START Supplied data
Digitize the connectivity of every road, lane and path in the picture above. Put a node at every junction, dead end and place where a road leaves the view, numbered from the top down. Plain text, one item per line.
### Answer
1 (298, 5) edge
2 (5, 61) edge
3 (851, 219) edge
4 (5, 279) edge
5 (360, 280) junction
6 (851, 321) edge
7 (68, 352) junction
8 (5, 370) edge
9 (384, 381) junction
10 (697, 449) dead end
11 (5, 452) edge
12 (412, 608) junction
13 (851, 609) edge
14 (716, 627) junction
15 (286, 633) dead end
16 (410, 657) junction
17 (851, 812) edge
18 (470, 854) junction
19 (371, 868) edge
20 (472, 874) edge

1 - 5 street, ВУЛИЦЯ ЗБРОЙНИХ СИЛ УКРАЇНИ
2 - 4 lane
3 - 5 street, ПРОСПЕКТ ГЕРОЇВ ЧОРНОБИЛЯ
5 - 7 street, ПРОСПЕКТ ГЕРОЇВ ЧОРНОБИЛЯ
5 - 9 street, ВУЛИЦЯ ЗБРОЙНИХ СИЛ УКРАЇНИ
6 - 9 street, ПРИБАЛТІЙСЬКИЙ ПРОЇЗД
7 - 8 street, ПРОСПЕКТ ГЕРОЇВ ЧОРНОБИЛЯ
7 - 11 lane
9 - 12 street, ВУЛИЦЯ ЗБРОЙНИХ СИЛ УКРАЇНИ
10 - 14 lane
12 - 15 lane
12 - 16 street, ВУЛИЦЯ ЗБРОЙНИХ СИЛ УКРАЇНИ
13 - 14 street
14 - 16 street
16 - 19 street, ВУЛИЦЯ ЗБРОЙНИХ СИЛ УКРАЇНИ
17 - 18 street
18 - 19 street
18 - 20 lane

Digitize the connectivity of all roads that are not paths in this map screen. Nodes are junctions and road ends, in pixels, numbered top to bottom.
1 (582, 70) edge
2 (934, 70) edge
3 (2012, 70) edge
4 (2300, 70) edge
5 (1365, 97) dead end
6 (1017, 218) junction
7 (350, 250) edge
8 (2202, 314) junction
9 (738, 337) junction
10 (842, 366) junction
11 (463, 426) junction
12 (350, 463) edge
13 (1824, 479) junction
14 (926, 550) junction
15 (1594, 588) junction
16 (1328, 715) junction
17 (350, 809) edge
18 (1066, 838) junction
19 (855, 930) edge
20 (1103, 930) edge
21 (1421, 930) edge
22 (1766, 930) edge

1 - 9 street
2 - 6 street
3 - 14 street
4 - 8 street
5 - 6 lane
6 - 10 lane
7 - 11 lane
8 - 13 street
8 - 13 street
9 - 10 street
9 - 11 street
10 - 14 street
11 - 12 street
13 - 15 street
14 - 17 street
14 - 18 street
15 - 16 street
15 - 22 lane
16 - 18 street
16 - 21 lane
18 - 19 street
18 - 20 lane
END Supplied data
Work request: Filter the records above for lines with "numbered".

Answer space:
Digitize the connectivity of every road, lane and path in the picture above. Put a node at every junction, dead end and place where a road leaves the view, numbered from the top down. Plain text, one item per line.
Digitize the connectivity of all roads that are not paths in this map screen. Nodes are junctions and road ends, in pixels, numbered top to bottom.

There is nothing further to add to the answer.